How to Weave: Tips and Tricks for Beginners

Want to try weaving but a bit nervous about getting started? Well Emily (@make.e) has tried it out and shared her tips with getting started and the benefits of using a square loom. 

 

Emily is a crochet designer and also a Knitcraft ambassador. She loves to create new designs using yarn and also makes amazing crochet hooks. 

You Will Need

 

Rico Square Loom

Cotton Thread

Scissors

Darning Needle

Dowel for hanging up weaving

Assortment of yarn

Getting started

Have you tried weaving yet? NO? I hadn’t either until very recently. I was sent a beautiful Rico loom from knitcraft to have a play with, as were all the other knitcraft ambassadors. Exciting and daunting all at the same time, especially as mine is square! Other round and standard looms are available and were sent to my other knitcraft buddies, go check out their weaves.

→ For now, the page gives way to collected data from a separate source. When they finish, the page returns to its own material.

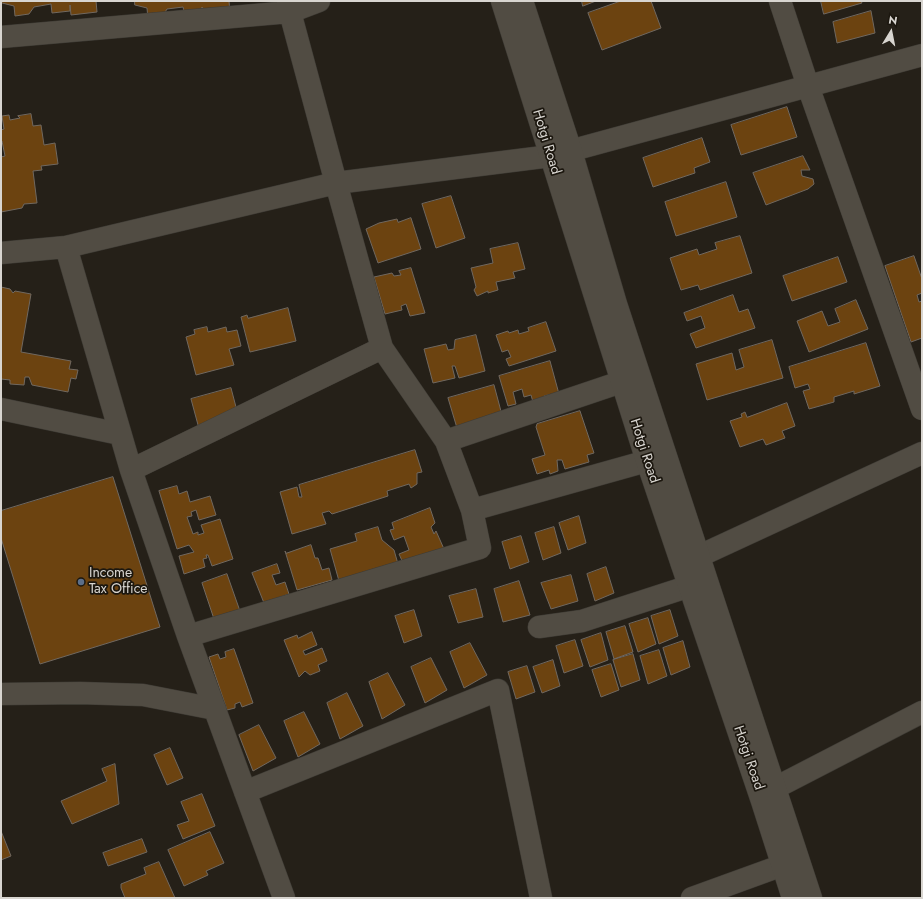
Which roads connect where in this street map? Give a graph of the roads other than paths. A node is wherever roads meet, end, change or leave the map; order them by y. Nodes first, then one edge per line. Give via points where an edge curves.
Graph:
1 (319, 1) edge
2 (502, 1) edge
3 (522, 1) edge
4 (780, 1) edge
5 (289, 6) edge
6 (1, 37) edge
7 (922, 56) edge
8 (808, 86) junction
9 (561, 153) junction
10 (336, 183) junction
11 (66, 247) junction
12 (1, 253) edge
13 (382, 348) junction
14 (621, 382) junction
15 (1, 409) edge
16 (922, 409) edge
17 (120, 434) junction
18 (446, 441) junction
19 (922, 453) edge
20 (646, 461) junction
21 (130, 470) junction
22 (472, 510) junction
23 (690, 560) junction
24 (690, 586) junction
25 (539, 627) dead end
26 (188, 636) junction
27 (1, 694) edge
28 (215, 709) junction
29 (922, 712) edge
30 (775, 788) junction
31 (245, 792) junction
32 (783, 865) junction
33 (284, 898) edge
34 (541, 898) edge
35 (692, 898) edge
36 (793, 898) edge
37 (811, 898) edge

1 - 5 street
2 - 9 street, Hotgi Road
3 - 9 street, Hotgi Road
4 - 8 street
5 - 6 street
5 - 10 street
7 - 8 street
8 - 9 street
8 - 16 street
9 - 10 street
9 - 14 street, Hotgi Road
9 - 23 street, Hotgi Road via 616,304
10 - 11 street
10 - 13 street
11 - 12 street
11 - 17 street
13 - 18 street
13 - 21 street
14 - 18 street
14 - 20 street, Hotgi Road
15 - 17 street
17 - 21 street
18 - 22 street
19 - 23 street
20 - 22 street
20 - 23 street, Hotgi Road
21 - 26 street
22 - 26 street via 480,548
23 - 24 street, Hotgi Road
23 - 30 street, Hotgi Road
24 - 25 street via 582,621
24 - 32 street, Hotgi Road
26 - 28 street
27 - 28 street via 143,695
28 - 31 street
29 - 30 street
30 - 37 street, Hotgi Road
31 - 33 street
31 - 34 street via 498,690
32 - 35 street
32 - 36 street, Hotgi Road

As soon as I laid eyes on my loom, I immediately felt I should create a square weave. Having never been shown how to use a loom I threaded it up criss crossing my threads diagonally. I quickly realised that maybe I should have started with something a little simpler. This is where the square loom is BRILLIANT, you can also thread it up so that you can weave from side to side rather than in a round. I used some 4 ply cotton to prepare my loom. I then looked up weaving tutorials on you tube to give me a bit more confidence with attaching the yarn, which basically consists of tying it on (simple).

 

And so I dug out my scrap yarns, of different weights, texture, and type. I had amongst others, 5mm cotton rope, dk acrylic, cotton mix, super chunky chenille, mohair and left-over roving from my arm knitting. I wanted to use it all. I searched through Instagram for inspiration from real life weavers and jumped straight in playing with composition and techniques as I went. What I have discovered is there is a point in weaving where I have no idea if I love it or hate it, and could very easily walk away from it to leave it to sit on my WIP pile. If you hit this point too, I urge you to carry on. It will turn out alright, the final character of the weave will only come together at the very end. I persevered with encouragement from my Instagram community and other makers I meet up with. The weave was finished, and I sat looking at it fearful to take it off the loom, but there is no need. DON’T cut anything just take the weave straight off the loom and voila! I sewed on some 4-ply cotton through the top loops to loop over a stick to hang it up from. Then I teased out some roving to make a super fluffy fringe at the bottom, and again hand sewed it into place.

Having now got my eye in with the straight loom, I really wanted to create a square loom to weave in the round. Whilst on you tube I did find a TOP TIP for prepping your loom. Once you have threaded it and all your threads are crossing over in the middle take a needle and some thread and divide your central threads and bringing them all to a central point. This makes it so much easier to start your weaving and build up from the middle point. The rest is pretty straight forward. What I do love about weaving is that you can create blocks of colour or texture then work around them changing colours and yarns as you go. As I am new to weaving myself I have written a list of some tips to keep in mind for beginner weavers.

  • Keep your threads tight when wrapping your loom.
  • Use a thin non-stretch thread such as a 4ply cotton to wrap your loom.
  • To start, just tie your yarn onto the thread and weave away, loose ends can be hidden later.
  • When weaving don’t be tempted to pull the yarn tight, you want your threads to stay as straight as possible, don’t worry about it feeling too loose, once you have built your weave up it will all stay in place.
  • Use a comb or a fork to push down your yarn, this helps you from pulling too tight.
  • Try weaving from both sides, especially if you are trying new techniques.
  • Hold your weave up, or use an easel if you have one, it helps to pass the yarn through.